Admit it. You’ve fantasized about being a famous opera singer. What could be greater than traveling from city to city to perform the world’s greatest music on the world’s greatest stages?
A life in opera may seem all glamour and glitter. But, when the curtain falls and audience members leave the opera house, they rarely think of how difficult life can be for a singer.
While preparing to perform the role of Octavian in Strauss’s Der Rosenkavalier at Lyric Opera of Chicago, world-renowned mezzo-soprano Alice Coote spoke about some of the rewards and challenges of life as an opera singer today.
“It’s music first and music last for me,” the singer said without hesitation.
“Music is the thing that will get me on a plane, away from the people I love, and to stay in some apartment alone even if I feel utterly desperate. To know that I am trying to get out on a stage, be that in an opera or in a concert, and share that place in music which is about the human soul talking from one person to another is what drives me.”
Octavian is doubtless one of the more difficult roles in the mezzo-soprano repertoire. Coote, who has performed in Rosenkavalier at the Metropolitan Opera and Vienna State Opera, jumped into Lyric’s production mid-way through the run.
With only a few days of rehearsals to catch up to castmates who had been working together for weeks, she was simply “swimming” in Strauss while also balancing life offstage.
“I’ve had really bad freeway accidents, I’ve had illness, I’ve had very close family members be critically ill in my life, and one of them is right now. But the thing that saves me and the thing that saves everyone on some level is music.”

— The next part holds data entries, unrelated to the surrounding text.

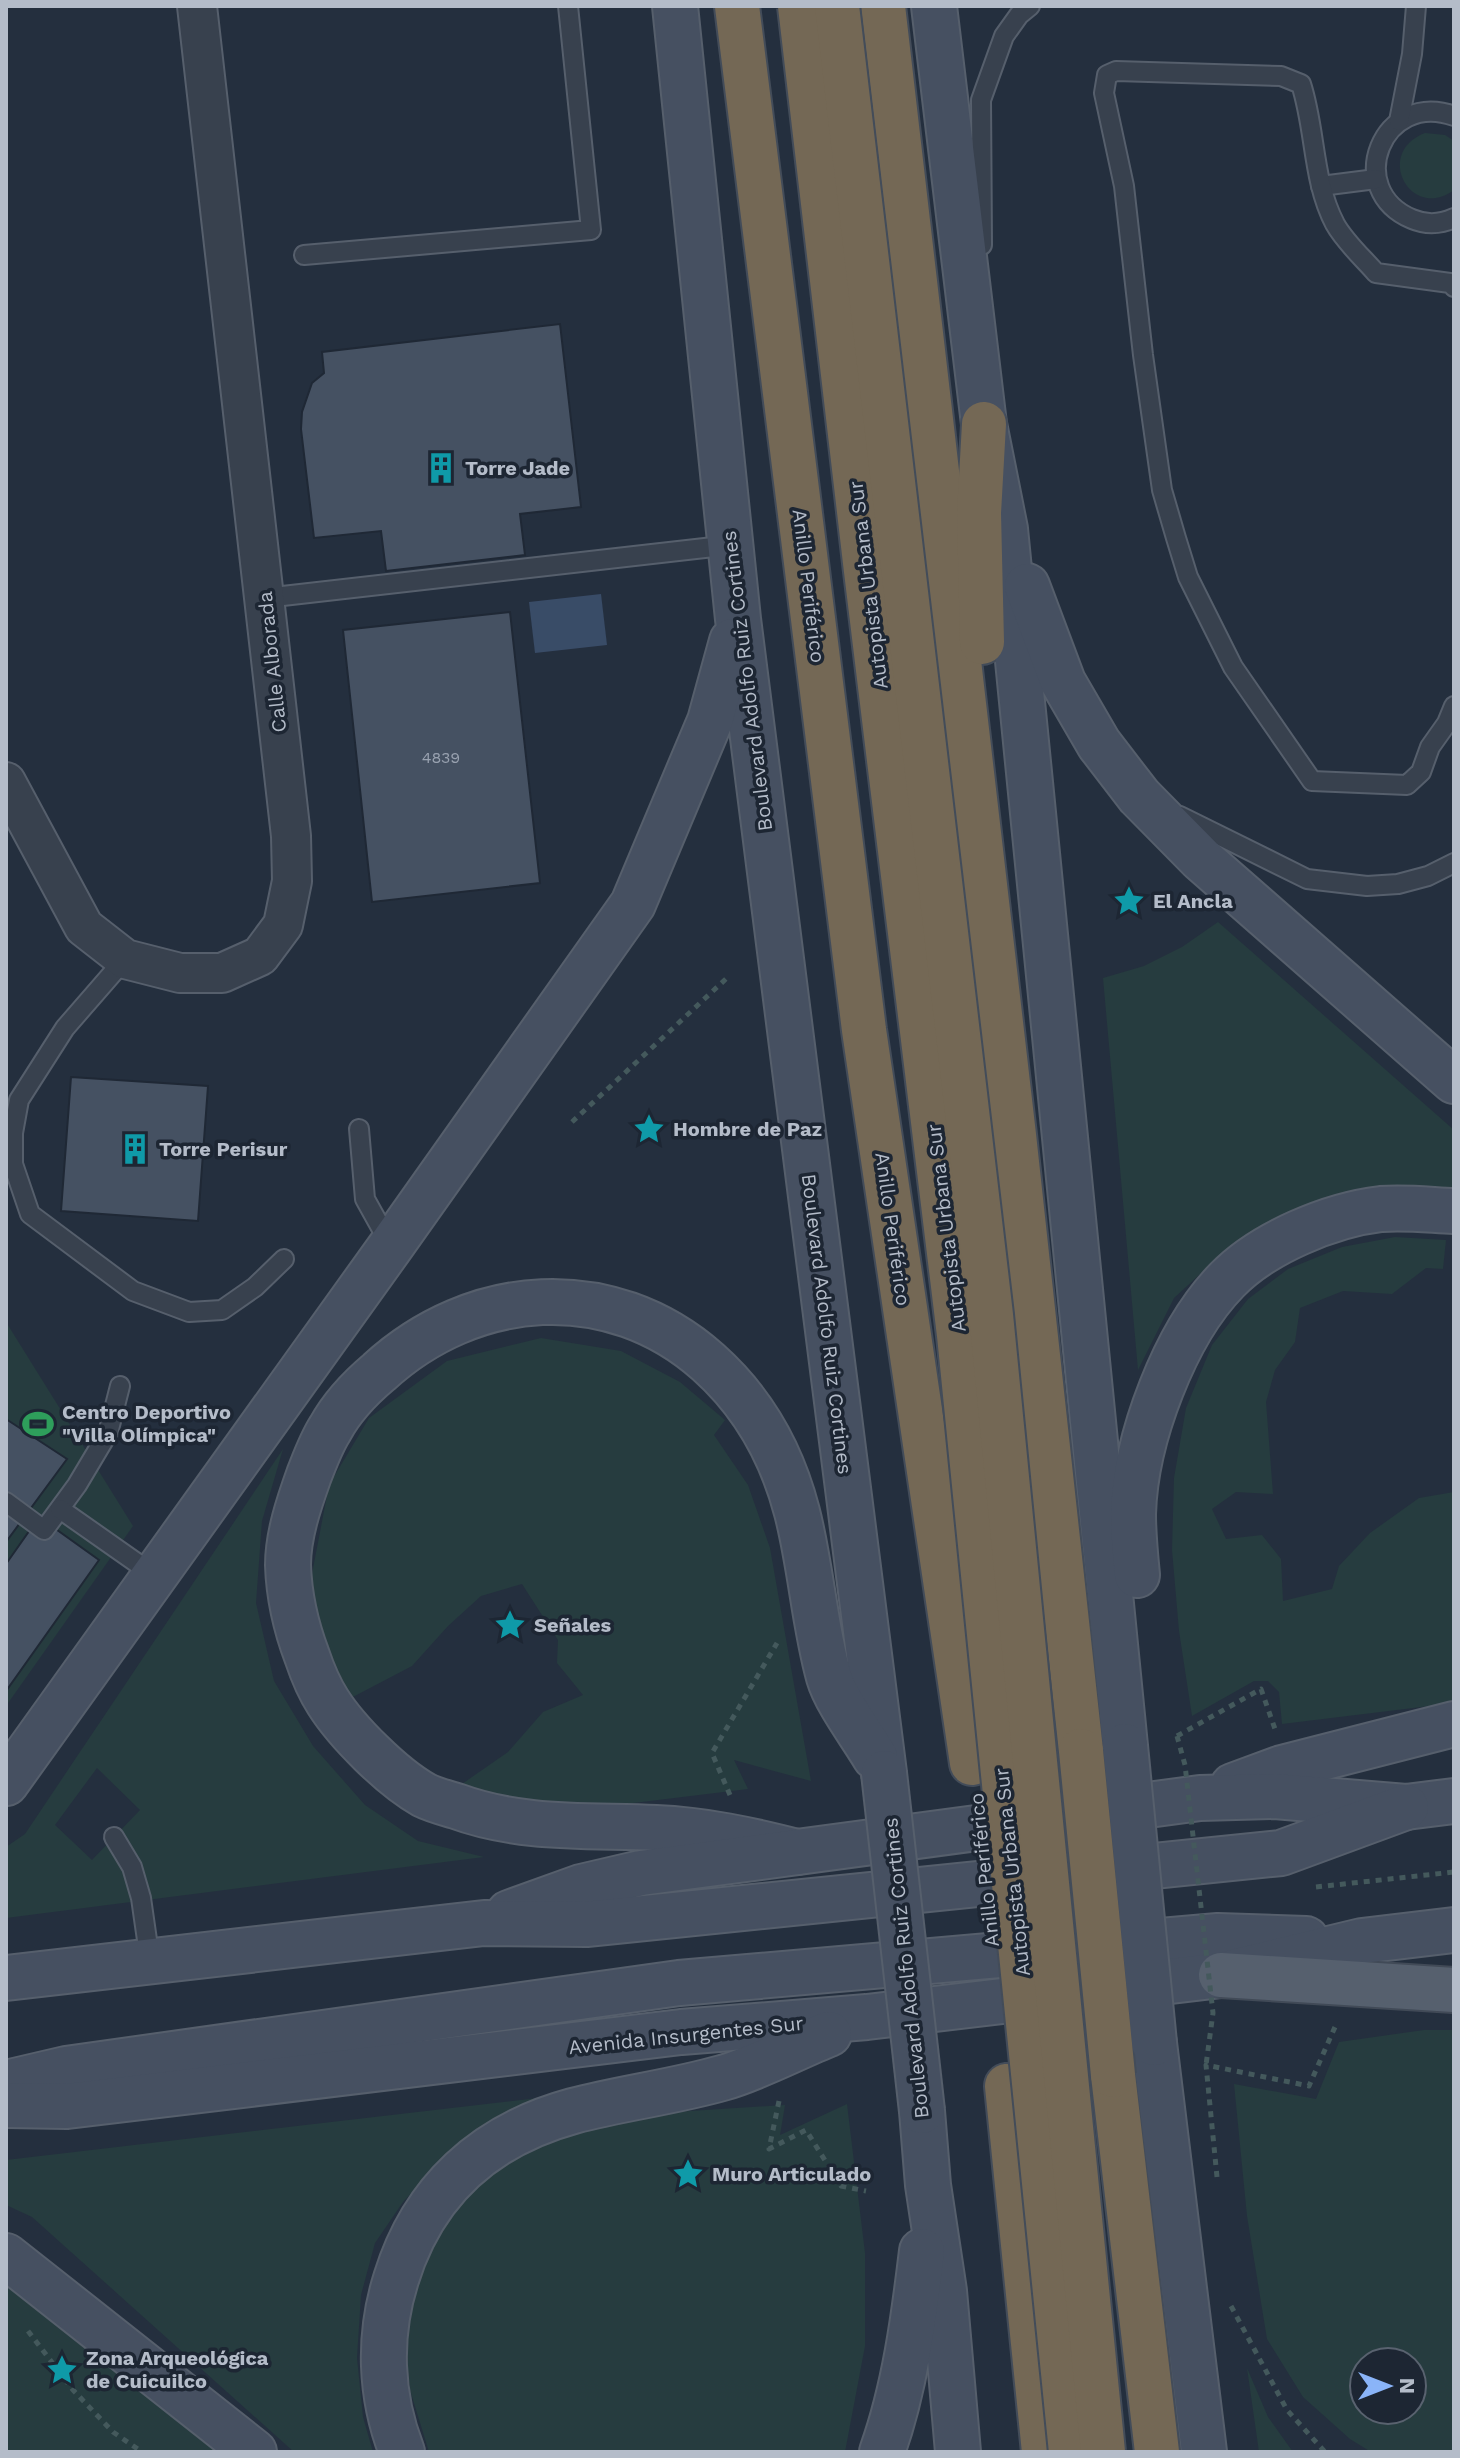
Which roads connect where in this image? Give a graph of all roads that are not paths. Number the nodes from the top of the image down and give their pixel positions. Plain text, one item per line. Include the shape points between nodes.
1 (197, 6) edge
2 (568, 6) edge
3 (675, 6) edge
4 (706, 6) edge
5 (737, 6) edge
6 (800, 6) edge
7 (837, 6) edge
8 (883, 6) edge
9 (934, 6) edge
10 (1030, 6) edge
11 (1416, 6) edge
12 (1454, 116) edge
13 (1399, 121) junction
14 (1376, 179) junction
15 (1321, 186) junction
16 (1454, 218) edge
17 (304, 255) dead end
18 (1454, 287) edge
19 (774, 307) junction
20 (984, 424) junction
21 (1005, 529) junction
22 (731, 545) junction
23 (265, 598) junction
24 (738, 619) junction
25 (1454, 706) edge
26 (6, 782) edge
27 (1139, 796) junction
28 (1454, 863) edge
29 (125, 959) junction
30 (1454, 1081) edge
31 (359, 1129) dead end
32 (1014, 1135) junction
33 (1454, 1211) edge
34 (391, 1246) junction
35 (284, 1259) dead end
36 (120, 1386) dead end
37 (6, 1502) edge
38 (60, 1509) junction
39 (154, 1575) junction
40 (1454, 1724) edge
41 (1125, 1742) junction
42 (884, 1773) junction
43 (6, 1783) edge
44 (1200, 1798) junction
45 (1454, 1801) edge
46 (1406, 1807) junction
47 (114, 1837) dead end
48 (797, 1852) junction
49 (484, 1923) junction
50 (1454, 1930) edge
51 (1362, 1941) junction
52 (150, 1961) junction
53 (1221, 1975) junction
54 (6, 1978) edge
55 (1454, 1990) edge
56 (867, 2017) junction
57 (6, 2083) edge
58 (6, 2105) edge
59 (928, 2185) junction
60 (6, 2256) edge
61 (1205, 2442) edge
62 (254, 2452) edge
63 (402, 2452) edge
64 (882, 2452) edge
65 (958, 2452) edge
66 (1044, 2452) edge
67 (1071, 2452) edge
68 (1103, 2452) edge
69 (1157, 2452) edge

For Coote, music isn’t just a job. It’s as essential to living as the air she breathes.
“I was watching the wonderful documentary about Amy Winehouse and there’s a quote from one of her dear friends saying that she would die for music. And I absolutely gasped when I heard that, because that is my truth too. I would die for music,” she said frankly.
Whether discussing Octavian, other roles she has performed, or music she has recorded, Coote cannot help but circle back to one idea: the power of music to connect people.
“I don’t just need love from my family members. I need to give and receive love from all people, and music is the way to do that. I need to be able to say, even if it’s only to one person in the audience, ‘I feel like this. This character feels like this. You are not alone. It’s okay to feel like this. Let’s share in this moment of how difficult it is to be alive, or how beautiful it is.’ Music takes us to that place. Until my last breath, I would like to be a part of music and live for that magic.”
Besides being an honest performer, Coote has also spoken honestly about other issues. In the Guardian UK, Coote wrote eloquently about performing trouser roles, saying, “I get paid to flatten my breasts, dress up as a man, make love to other women, all the while singing athletically elaborate music without a microphone.” On Norman Lebrecht’s blog Slipped Disc, she published a matter-of-fact open letter to opera critics urging them to “be kind” to singers.
Clearly, Coote is prepared to use her voice to do more than just produce moving music.